Using eBPF to Trace Nginx Requests
Nginx is one of the most popular web servers and reverse proxies in the world, known for its high performance, stability, and low resource consumption. It is widely used for serving static content, load balancing, and acting as a reverse proxy for dynamic applications. To maintain its performance edge, it's crucial to monitor and optimize Nginx's operations, especially when handling a large number of requests. One powerful way to gain insights into Nginx's performance is by using eBPF (Extended Berkeley Packet Filter).
eBPF is a revolutionary technology that allows developers to run custom programs in the Linux kernel. Originally designed for network packet filtering, eBPF has evolved into a versatile tool for tracing, monitoring, and profiling system behavior in both kernel and user space. By leveraging eBPF, you can trace Nginx's critical functions, measure latency, and identify bottlenecks without modifying the source code or restarting the service.
Background: Nginx and eBPF
Nginx
Nginx operates on an event-driven architecture, making it highly efficient and capable of handling thousands of simultaneous connections with minimal resources. This efficiency is achieved through various performance-critical functions involved in request processing, response generation, and event handling. Understanding how these functions behave under different loads is key to optimizing Nginx for your specific use case.
eBPF
eBPF programs run in a secure, sandboxed environment within the Linux kernel. These programs can attach to various hooks, such as system calls, tracepoints, and even user-space functions via uprobes (user-level probes). This capability allows you to collect detailed performance data and enforce policies in real time, making eBPF an invaluable tool for system observability.

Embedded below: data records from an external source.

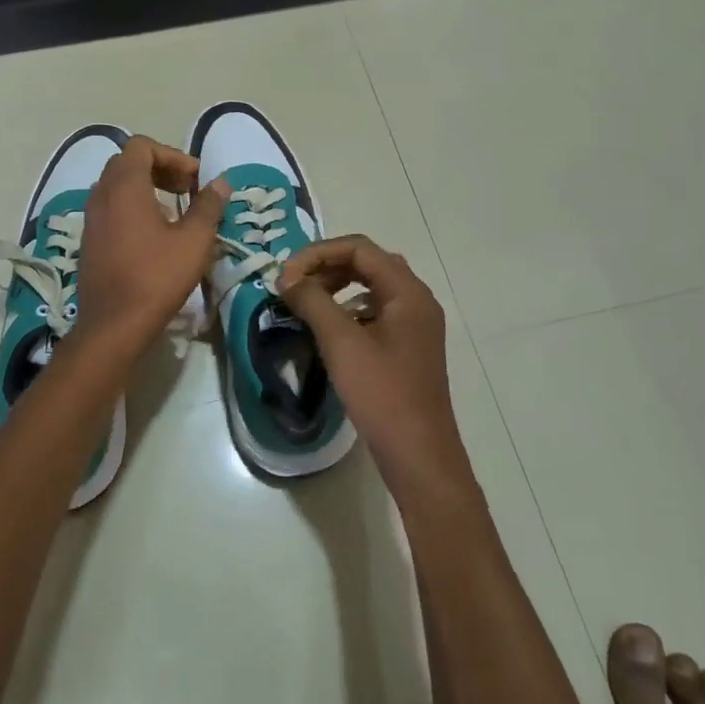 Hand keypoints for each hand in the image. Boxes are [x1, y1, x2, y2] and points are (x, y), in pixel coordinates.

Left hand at [74, 136, 228, 353]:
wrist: (113, 326)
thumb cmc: (156, 277)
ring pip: (117, 187)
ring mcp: (91, 219)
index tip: (195, 178)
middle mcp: (101, 196)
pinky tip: (155, 235)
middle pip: (128, 163)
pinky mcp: (90, 241)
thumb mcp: (194, 240)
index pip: (141, 147)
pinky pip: (110, 209)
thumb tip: (221, 183)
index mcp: (124, 187)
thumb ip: (208, 206)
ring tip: (175, 211)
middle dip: (160, 169)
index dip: (172, 155)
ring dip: (147, 188)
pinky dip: (133, 208)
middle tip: (188, 189)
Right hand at [278, 236, 472, 497]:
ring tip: (305, 303)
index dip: (318, 253)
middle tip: (293, 285)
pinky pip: (376, 312)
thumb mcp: (341, 343)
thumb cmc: (382, 393)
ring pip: (372, 288)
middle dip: (327, 267)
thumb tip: (286, 276)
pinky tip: (328, 330)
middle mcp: (416, 300)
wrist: (418, 455)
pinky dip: (348, 310)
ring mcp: (415, 325)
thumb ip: (312, 301)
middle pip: (368, 263)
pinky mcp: (408, 347)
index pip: (360, 248)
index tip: (286, 274)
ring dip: (337, 287)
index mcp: (408, 292) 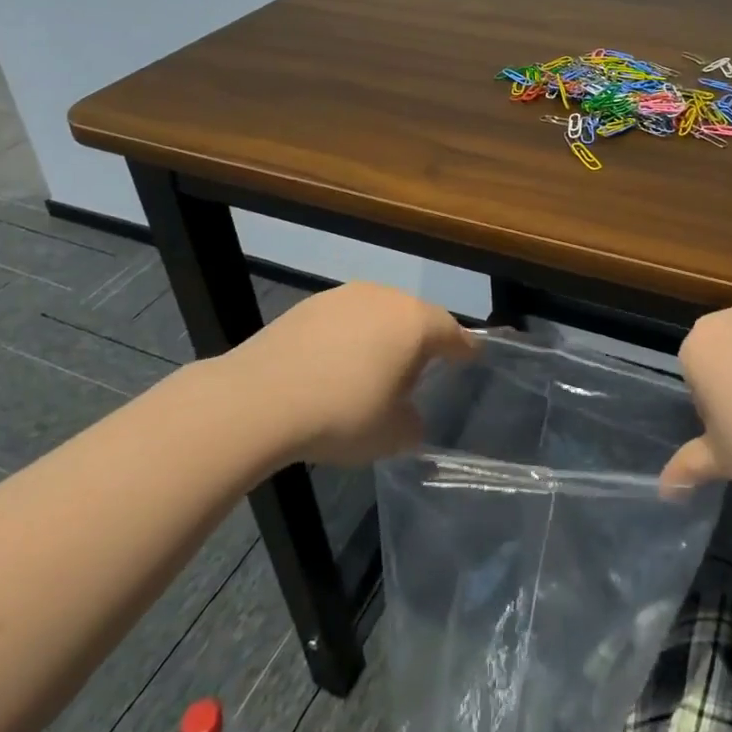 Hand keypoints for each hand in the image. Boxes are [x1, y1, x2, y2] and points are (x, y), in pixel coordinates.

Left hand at [222, 281, 475, 465]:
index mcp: (415, 323)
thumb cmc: (342, 415)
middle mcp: (385, 298)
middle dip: (421, 341)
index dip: (464, 348)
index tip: (472, 357)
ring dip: (382, 337)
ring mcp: (344, 297)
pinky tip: (335, 366)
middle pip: (415, 317)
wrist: (260, 399)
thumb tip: (408, 415)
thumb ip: (412, 423)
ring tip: (374, 370)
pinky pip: (345, 320)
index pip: (453, 333)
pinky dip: (349, 338)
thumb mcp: (392, 435)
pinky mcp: (309, 305)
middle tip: (420, 372)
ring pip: (378, 314) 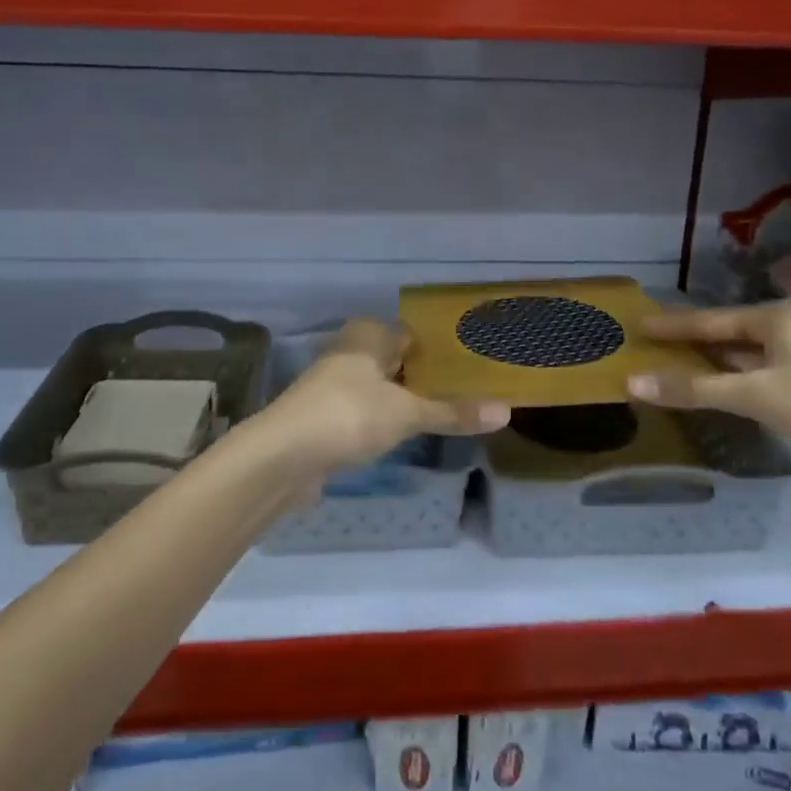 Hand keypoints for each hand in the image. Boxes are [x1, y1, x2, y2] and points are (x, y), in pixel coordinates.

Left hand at [259, 319, 508, 479]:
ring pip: (380, 386)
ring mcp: (334, 384)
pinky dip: (385, 419)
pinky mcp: (326, 416)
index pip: (413, 334)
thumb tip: (507, 411)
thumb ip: (453, 412)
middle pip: (397, 360)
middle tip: (467, 393)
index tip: (473, 366)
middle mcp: (350, 351)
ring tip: (445, 414)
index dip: (441, 350)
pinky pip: (366, 410)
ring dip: (405, 400)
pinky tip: (406, 436)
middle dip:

One common use case of eBPF is tracing function execution to measure latency, which is particularly useful for understanding how long specific Nginx functions take to execute. This information can help in diagnosing performance issues, optimizing resource usage, and improving the overall efficiency of your Nginx deployment.
Uprobes
Uprobes are a type of probe that can be used to trace functions in user-space applications, such as Nginx. They work by attaching to specific user-space function entry and exit points, allowing you to capture precise timing information. However, it’s important to note that using uprobes in the kernel mode eBPF runtime may cause some performance overhead. To mitigate this, you can consider using a user-mode eBPF runtime like bpftime, which is based on LLVM JIT/AOT. This runtime can run eBPF programs in user space, offering compatibility with kernel mode eBPF while potentially reducing overhead.
Performance-Critical Functions in Nginx
Here are some key Nginx functions that are performance-critical and can be monitored using eBPF:
- ngx_http_process_request: Processes incoming HTTP requests. Monitoring this function helps track the start of request handling.
- ngx_http_upstream_send_request: Handles sending requests to upstream servers when Nginx is acting as a reverse proxy.
- ngx_http_finalize_request: Finalizes HTTP request processing, including sending the response. Tracing this can measure total request handling time.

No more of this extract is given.